Geometric Morphometric Versus Genomic Patterns in a Large Polyploid Plant Species Complex.
Ladislav HodačKevin KarbsteinSalvatore TomaselloJana WäldchenJohn Paul BradicanElvira HörandlPublished in: Biology (2023)
Plant species complexes represent a particularly interesting example of taxonomically complex groups (TCGs), linking hybridization, apomixis, and polyploidy with complex morphological patterns. In such TCGs, mosaic-like character combinations and conflicts of morphological data with molecular phylogenies present a major problem for species classification.
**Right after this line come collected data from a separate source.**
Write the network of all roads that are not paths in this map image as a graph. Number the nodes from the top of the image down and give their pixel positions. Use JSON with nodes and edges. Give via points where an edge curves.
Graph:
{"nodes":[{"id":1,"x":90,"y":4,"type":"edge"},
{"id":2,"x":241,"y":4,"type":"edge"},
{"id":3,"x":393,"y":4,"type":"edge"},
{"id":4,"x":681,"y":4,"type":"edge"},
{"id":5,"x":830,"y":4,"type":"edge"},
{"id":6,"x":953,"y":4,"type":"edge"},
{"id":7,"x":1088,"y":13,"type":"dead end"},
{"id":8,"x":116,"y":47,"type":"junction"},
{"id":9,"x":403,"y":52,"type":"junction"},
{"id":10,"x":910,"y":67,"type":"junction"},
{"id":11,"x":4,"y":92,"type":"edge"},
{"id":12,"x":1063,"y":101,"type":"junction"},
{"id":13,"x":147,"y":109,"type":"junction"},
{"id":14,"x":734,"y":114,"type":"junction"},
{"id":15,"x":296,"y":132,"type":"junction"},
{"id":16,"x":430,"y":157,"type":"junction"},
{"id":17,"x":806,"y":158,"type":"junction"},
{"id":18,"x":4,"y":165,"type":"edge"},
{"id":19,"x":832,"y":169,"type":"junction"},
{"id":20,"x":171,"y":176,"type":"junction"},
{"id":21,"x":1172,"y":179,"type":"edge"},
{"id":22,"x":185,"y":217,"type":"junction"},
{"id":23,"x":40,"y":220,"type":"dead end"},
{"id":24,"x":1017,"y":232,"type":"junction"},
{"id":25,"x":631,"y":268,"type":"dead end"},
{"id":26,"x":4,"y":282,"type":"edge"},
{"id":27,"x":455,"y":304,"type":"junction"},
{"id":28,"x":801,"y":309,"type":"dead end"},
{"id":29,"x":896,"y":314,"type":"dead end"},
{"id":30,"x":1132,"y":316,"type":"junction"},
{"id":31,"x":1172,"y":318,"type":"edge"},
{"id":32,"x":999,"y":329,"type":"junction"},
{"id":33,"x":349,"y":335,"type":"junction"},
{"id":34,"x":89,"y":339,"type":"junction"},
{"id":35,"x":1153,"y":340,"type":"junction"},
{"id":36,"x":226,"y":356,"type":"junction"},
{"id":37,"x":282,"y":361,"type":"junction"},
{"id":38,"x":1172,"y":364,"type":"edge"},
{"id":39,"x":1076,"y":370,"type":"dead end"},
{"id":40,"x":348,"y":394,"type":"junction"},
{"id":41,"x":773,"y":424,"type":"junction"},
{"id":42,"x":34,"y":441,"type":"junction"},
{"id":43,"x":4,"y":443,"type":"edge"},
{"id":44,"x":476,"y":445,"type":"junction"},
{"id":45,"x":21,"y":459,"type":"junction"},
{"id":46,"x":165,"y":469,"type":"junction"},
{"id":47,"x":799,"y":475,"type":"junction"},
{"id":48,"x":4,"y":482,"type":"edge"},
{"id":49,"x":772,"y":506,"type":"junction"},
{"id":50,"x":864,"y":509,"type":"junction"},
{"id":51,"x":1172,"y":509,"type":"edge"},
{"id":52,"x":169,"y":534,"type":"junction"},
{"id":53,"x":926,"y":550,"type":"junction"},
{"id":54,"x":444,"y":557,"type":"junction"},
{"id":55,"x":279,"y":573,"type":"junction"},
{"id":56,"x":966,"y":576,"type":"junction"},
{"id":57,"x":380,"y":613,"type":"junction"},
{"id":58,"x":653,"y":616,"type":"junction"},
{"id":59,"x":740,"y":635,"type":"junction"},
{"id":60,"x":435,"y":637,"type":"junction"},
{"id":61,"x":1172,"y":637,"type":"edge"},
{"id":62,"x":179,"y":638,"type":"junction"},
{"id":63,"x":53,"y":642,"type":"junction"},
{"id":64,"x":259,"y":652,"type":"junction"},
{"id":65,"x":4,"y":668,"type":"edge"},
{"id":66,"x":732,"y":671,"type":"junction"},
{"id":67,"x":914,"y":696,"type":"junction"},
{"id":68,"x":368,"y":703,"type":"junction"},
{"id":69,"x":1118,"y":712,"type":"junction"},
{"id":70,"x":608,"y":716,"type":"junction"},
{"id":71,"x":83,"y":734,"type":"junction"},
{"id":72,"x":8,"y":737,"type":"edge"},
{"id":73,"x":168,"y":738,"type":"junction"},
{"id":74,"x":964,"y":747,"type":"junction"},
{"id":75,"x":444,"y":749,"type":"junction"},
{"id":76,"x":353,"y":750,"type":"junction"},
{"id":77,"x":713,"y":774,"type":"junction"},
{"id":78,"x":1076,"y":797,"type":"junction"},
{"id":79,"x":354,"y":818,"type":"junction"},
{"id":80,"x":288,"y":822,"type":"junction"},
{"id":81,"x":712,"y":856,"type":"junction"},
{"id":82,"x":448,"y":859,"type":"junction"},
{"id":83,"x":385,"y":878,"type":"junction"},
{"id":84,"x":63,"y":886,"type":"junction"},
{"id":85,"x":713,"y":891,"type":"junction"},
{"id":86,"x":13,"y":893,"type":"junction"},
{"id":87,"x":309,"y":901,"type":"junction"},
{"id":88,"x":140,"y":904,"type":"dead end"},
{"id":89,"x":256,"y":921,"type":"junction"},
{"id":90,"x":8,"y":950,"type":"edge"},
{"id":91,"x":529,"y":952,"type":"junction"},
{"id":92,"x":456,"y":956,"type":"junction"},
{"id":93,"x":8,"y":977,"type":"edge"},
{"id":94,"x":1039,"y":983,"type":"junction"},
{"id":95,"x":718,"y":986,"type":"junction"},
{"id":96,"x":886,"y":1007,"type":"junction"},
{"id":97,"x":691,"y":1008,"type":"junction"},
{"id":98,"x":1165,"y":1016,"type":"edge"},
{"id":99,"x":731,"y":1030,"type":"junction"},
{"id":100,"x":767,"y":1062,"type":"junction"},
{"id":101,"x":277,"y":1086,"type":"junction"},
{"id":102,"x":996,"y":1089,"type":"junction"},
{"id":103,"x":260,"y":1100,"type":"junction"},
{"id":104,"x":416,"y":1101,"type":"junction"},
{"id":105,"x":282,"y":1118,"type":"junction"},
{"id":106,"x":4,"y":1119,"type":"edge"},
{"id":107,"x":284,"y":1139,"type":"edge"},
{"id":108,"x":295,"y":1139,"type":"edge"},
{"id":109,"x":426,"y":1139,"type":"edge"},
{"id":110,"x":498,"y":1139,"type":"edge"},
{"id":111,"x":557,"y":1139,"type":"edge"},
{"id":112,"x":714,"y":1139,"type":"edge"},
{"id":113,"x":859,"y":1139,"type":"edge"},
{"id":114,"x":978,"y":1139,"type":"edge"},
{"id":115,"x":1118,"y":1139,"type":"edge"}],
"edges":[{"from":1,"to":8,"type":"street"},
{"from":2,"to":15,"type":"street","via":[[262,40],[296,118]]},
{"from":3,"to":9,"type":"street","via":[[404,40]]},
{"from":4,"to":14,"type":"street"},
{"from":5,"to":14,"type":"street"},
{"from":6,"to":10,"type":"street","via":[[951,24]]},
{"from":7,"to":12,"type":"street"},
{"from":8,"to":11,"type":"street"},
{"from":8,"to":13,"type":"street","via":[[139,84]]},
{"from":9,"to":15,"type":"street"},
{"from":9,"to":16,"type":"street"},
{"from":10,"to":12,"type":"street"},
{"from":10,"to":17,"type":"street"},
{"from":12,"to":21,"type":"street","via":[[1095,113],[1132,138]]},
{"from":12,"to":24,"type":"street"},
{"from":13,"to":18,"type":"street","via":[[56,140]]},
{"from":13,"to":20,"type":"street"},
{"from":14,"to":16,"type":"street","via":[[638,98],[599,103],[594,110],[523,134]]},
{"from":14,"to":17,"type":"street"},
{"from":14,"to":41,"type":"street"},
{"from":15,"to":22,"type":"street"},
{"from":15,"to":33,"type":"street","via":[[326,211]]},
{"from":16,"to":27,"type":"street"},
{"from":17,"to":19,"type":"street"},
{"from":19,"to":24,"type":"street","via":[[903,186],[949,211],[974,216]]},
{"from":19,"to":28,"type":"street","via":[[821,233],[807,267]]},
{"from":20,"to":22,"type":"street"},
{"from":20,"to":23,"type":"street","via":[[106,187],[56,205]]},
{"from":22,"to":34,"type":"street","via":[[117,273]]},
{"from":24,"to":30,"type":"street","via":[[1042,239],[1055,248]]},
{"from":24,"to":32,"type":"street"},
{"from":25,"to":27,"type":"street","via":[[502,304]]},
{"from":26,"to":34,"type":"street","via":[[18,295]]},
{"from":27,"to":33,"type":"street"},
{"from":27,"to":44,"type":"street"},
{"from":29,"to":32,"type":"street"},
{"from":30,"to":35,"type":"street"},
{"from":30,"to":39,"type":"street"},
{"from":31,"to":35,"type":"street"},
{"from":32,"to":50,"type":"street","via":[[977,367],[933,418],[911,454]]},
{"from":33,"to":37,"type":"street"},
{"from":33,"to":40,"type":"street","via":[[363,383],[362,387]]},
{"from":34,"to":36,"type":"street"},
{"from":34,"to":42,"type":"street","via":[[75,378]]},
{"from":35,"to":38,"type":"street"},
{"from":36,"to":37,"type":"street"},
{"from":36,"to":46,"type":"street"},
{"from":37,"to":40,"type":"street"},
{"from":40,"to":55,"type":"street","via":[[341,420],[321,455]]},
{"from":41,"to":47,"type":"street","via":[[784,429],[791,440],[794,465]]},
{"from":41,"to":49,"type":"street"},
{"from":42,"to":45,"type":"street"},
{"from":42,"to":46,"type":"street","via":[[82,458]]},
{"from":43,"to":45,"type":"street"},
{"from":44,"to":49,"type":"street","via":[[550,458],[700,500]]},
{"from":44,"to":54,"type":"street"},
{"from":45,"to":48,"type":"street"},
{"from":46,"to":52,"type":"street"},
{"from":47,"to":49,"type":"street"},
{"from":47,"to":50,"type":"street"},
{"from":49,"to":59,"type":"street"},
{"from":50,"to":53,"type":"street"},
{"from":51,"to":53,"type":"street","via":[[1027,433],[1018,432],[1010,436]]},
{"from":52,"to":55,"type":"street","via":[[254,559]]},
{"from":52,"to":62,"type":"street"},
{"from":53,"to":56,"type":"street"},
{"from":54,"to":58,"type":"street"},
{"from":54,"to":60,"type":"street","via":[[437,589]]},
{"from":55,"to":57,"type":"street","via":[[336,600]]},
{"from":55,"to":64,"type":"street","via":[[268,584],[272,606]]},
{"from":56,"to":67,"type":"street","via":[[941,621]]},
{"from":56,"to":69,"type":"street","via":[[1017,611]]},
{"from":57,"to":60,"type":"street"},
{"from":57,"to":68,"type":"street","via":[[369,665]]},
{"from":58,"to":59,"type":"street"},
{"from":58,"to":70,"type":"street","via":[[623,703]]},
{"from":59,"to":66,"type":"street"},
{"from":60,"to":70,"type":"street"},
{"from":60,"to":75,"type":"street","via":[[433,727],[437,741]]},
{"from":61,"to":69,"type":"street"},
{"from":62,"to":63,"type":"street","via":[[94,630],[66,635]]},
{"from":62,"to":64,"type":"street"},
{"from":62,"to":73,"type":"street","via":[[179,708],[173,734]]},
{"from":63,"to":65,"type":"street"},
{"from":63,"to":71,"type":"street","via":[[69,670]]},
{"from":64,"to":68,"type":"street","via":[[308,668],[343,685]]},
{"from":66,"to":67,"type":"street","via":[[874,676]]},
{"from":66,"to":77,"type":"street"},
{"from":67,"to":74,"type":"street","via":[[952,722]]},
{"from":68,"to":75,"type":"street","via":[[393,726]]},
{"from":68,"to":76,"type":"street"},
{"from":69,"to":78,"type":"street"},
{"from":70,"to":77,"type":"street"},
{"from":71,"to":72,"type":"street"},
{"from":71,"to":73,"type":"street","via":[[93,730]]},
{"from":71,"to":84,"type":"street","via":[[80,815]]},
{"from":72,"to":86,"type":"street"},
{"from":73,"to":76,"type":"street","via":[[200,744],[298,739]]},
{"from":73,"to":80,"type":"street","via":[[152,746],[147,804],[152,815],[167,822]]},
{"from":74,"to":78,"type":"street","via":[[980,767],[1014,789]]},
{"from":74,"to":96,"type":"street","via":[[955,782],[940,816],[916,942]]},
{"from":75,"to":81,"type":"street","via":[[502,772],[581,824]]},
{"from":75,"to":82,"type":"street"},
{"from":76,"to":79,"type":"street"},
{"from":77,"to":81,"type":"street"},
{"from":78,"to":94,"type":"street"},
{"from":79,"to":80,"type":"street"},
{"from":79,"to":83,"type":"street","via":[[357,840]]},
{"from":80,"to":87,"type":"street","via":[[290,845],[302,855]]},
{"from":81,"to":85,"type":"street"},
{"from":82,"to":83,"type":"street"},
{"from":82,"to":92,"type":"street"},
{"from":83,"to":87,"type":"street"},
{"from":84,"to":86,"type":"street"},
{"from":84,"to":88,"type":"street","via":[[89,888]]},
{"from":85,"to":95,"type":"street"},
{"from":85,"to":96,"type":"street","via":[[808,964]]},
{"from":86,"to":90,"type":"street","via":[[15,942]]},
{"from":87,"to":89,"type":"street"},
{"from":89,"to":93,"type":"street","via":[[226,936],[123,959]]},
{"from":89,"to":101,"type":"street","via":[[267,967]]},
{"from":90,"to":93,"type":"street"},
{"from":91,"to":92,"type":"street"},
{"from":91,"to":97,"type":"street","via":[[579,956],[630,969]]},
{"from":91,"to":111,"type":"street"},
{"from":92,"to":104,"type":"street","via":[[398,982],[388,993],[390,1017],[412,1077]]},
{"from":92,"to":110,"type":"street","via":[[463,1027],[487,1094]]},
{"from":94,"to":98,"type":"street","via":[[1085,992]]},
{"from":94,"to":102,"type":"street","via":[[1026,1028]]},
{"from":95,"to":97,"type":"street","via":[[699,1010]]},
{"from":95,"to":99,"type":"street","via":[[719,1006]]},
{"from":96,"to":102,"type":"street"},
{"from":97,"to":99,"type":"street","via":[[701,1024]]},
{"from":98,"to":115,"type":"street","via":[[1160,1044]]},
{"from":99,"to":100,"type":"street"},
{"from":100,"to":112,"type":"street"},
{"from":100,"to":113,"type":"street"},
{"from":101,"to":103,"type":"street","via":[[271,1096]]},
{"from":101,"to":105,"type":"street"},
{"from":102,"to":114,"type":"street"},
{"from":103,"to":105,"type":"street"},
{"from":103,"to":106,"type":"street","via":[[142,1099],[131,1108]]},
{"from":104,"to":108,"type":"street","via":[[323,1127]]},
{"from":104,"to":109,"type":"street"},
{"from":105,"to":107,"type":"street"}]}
Here, we used the large polyploid apomictic European Ranunculus auricomus complex to study relationships among five diploid sexual progenitor species and 75 polyploid apomictic derivate taxa, based on geometric morphometrics using 11,690 landmarked objects (basal and stem leaves, receptacles), genomic data (97,312 RAD-Seq loci, 48 phased target enrichment genes, 71 plastid regions) from 220 populations. We showed that (1) observed genomic clusters correspond to morphological groupings based on basal leaves and concatenated traits, and morphological groups were best resolved with RAD-Seq data; (2) described apomictic taxa usually overlap within trait morphospace except for those taxa at the space edges; (3) apomictic phenotypes are highly influenced by parental subgenome composition and to a lesser extent by climatic factors; and (4) allopolyploid apomictic taxa, compared to their sexual progenitor, resemble a mosaic of ecological and morphological intermediate to transgressive biotypes. The joint evaluation of phylogenomic, phenotypic, reproductive, and ecological data supports a revision of purely descriptive, subjective traditional morphological classifications.